> [ASSIGNED TASK]: Look for "Bæjarhraun" in every line of the listing. Copy the lines that have it.

(DATA RECORDS Opens)

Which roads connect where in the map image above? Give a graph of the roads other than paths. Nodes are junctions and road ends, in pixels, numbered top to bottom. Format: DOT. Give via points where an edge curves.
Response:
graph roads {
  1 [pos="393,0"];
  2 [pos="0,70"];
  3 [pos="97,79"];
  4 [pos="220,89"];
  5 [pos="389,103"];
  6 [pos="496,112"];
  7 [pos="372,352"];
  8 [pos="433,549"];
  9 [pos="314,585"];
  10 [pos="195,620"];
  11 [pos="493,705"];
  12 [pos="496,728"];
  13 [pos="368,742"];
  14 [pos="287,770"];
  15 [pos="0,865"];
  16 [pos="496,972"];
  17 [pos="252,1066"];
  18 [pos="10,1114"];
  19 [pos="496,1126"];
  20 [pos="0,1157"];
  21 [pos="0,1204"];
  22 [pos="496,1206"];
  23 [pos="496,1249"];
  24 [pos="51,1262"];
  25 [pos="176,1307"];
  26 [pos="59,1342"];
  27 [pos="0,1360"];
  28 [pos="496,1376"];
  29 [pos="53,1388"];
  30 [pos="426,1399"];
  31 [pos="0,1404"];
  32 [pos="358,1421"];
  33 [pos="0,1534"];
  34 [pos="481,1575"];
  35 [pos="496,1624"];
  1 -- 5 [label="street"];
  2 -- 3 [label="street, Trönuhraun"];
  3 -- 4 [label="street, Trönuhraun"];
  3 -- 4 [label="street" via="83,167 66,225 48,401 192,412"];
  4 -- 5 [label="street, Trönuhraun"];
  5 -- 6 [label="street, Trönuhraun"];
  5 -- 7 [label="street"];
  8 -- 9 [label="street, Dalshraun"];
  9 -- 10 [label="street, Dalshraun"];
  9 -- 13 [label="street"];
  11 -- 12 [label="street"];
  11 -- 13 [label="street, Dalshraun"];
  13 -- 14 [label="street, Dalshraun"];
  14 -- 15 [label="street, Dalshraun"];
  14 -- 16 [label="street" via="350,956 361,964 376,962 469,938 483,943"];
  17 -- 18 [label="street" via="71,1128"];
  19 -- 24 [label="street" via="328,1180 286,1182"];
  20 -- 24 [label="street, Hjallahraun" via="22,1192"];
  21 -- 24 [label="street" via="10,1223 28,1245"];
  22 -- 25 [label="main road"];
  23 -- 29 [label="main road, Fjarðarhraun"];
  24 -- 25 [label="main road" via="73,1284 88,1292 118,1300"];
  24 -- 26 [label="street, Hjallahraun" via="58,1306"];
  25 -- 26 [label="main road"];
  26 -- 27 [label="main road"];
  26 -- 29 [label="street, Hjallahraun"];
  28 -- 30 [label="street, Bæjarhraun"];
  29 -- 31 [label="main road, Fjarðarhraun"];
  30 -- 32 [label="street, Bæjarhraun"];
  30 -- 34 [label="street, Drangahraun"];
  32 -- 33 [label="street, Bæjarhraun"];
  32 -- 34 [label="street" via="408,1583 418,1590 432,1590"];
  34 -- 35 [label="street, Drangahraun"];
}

(DATA RECORDS Closes)

> [WRITTEN SOLUTION]:
  28 -- 30 [label="street, Bæjarhraun"];
  30 -- 32 [label="street, Bæjarhraun"];
  32 -- 33 [label="street, Bæjarhraun"];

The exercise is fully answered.